The Talia/Garibaldi bits were quite funny to me. Talk about tapping into the 1940s vibe! All that talk about “instant connection” and his mobster protectiveness of her gentle, blond self. I was cracking up after she came into his room to apologize in that dramatic, cross the room, stand with her back to him way. The scent of the femme fatale has always clung to her, with the long skirt and jacket and the hair and the gloves. She had some nice character development, too–we learned how she secretly (perhaps a secret to herself until now) despises or fears the PsiCorp and would love for someone to take her away from all of this madness. Her fear, too, about facing the future if she isn’t part of PsiCorp is interesting. I don’t know what I would do, either. It’s hard for me to tell if the future as portrayed in Babylon 5 is more liberating or more stratifying.
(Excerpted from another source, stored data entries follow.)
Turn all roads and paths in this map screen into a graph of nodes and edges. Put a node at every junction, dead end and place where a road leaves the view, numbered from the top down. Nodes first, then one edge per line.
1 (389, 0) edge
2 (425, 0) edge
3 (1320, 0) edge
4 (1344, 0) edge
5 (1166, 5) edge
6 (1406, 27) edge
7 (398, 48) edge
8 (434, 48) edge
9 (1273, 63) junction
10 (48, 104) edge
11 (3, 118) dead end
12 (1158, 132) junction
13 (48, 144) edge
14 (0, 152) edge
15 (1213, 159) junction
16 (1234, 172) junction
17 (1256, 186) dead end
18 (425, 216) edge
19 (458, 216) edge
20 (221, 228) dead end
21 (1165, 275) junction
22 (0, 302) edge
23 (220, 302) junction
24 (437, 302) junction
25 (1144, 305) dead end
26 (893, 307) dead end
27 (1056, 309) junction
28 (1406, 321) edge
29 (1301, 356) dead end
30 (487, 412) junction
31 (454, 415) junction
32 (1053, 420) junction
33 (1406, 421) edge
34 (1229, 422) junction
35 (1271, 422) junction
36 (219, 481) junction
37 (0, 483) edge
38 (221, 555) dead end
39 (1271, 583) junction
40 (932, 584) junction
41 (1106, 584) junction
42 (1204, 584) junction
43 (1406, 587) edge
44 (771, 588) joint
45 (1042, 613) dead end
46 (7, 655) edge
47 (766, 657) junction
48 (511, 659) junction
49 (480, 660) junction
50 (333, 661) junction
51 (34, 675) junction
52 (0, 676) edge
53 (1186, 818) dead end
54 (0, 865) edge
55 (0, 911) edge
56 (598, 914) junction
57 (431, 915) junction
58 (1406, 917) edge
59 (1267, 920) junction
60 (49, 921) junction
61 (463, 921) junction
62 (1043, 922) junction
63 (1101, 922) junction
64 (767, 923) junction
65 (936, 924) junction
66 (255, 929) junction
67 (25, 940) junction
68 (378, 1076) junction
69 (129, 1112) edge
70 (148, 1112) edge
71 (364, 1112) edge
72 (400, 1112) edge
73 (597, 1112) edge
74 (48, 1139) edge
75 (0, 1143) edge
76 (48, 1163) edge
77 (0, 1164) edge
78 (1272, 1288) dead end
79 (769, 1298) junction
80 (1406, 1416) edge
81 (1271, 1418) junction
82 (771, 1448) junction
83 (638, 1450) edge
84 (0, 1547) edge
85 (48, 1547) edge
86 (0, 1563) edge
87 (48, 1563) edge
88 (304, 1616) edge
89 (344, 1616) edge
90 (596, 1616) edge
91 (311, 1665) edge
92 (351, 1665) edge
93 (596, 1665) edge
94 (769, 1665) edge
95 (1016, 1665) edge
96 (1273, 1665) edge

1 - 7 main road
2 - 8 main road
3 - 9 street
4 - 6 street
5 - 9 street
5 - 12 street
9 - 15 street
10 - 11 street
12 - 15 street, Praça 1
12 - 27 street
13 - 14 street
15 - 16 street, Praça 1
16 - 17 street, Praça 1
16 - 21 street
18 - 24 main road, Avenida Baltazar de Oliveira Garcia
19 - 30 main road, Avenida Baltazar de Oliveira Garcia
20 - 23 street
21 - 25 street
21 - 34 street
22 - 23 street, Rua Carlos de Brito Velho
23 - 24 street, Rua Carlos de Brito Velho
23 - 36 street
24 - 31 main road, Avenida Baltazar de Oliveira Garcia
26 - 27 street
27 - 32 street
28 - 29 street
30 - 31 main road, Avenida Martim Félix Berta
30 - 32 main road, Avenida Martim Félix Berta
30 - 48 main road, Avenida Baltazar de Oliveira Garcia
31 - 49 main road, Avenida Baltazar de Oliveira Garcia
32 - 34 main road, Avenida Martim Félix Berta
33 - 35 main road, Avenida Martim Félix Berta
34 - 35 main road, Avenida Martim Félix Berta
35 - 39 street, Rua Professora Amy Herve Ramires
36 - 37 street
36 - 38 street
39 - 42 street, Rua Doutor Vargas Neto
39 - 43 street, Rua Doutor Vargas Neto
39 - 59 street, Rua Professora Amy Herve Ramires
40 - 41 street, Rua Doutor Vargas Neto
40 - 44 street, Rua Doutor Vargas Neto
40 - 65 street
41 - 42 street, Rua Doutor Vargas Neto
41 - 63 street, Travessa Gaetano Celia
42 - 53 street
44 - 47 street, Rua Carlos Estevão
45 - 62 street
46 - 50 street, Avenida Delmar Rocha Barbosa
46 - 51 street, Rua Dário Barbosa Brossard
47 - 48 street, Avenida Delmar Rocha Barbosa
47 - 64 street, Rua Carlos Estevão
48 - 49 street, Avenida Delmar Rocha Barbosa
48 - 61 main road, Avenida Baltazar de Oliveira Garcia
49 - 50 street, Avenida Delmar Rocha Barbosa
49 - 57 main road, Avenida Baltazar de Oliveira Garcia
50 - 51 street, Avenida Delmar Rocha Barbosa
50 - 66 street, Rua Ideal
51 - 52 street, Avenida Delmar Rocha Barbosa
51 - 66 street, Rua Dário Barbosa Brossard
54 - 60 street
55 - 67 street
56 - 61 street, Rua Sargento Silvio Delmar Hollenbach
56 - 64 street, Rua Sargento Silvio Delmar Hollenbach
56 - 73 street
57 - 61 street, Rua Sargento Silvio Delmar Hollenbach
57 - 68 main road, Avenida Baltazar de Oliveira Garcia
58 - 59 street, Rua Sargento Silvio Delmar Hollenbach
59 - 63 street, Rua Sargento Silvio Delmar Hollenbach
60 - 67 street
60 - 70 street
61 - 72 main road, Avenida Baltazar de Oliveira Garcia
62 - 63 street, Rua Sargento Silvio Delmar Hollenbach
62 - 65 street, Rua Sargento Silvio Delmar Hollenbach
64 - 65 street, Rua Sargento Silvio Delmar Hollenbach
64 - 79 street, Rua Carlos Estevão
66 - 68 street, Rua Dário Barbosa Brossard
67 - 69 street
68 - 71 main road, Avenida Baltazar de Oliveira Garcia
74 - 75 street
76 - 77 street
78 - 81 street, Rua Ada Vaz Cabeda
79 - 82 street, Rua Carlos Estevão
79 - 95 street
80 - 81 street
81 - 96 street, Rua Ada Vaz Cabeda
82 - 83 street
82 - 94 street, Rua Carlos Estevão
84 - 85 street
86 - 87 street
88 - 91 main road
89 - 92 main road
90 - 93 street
We really only get the points of view of people moving in highly regimented and stratified organizations: The military, the ambassadors, the PsiCorp… the doctor, maybe, is entrepreneurialish, but I suddenly think he’s military. Captain Sinclair’s fiancee was like a regular businessperson, but she’s probably off of the show. If Talia leaves the PsiCorp, she actually might have nowhere to go. Fear of leaving might not betray a lack of gumption as much as a lack of opportunity. That’s getting back into the 1940s. I still don’t really care for her, but there’s a lot to think about that surrounds her. Maybe she just hasn’t had great screen time, yet. Perhaps to love, love, love her you must know, know, know her.
It made me happy to see Lurch on TV.
If Susan and Delenn get on the same cycle it’s going to wreak havoc on the plumbing.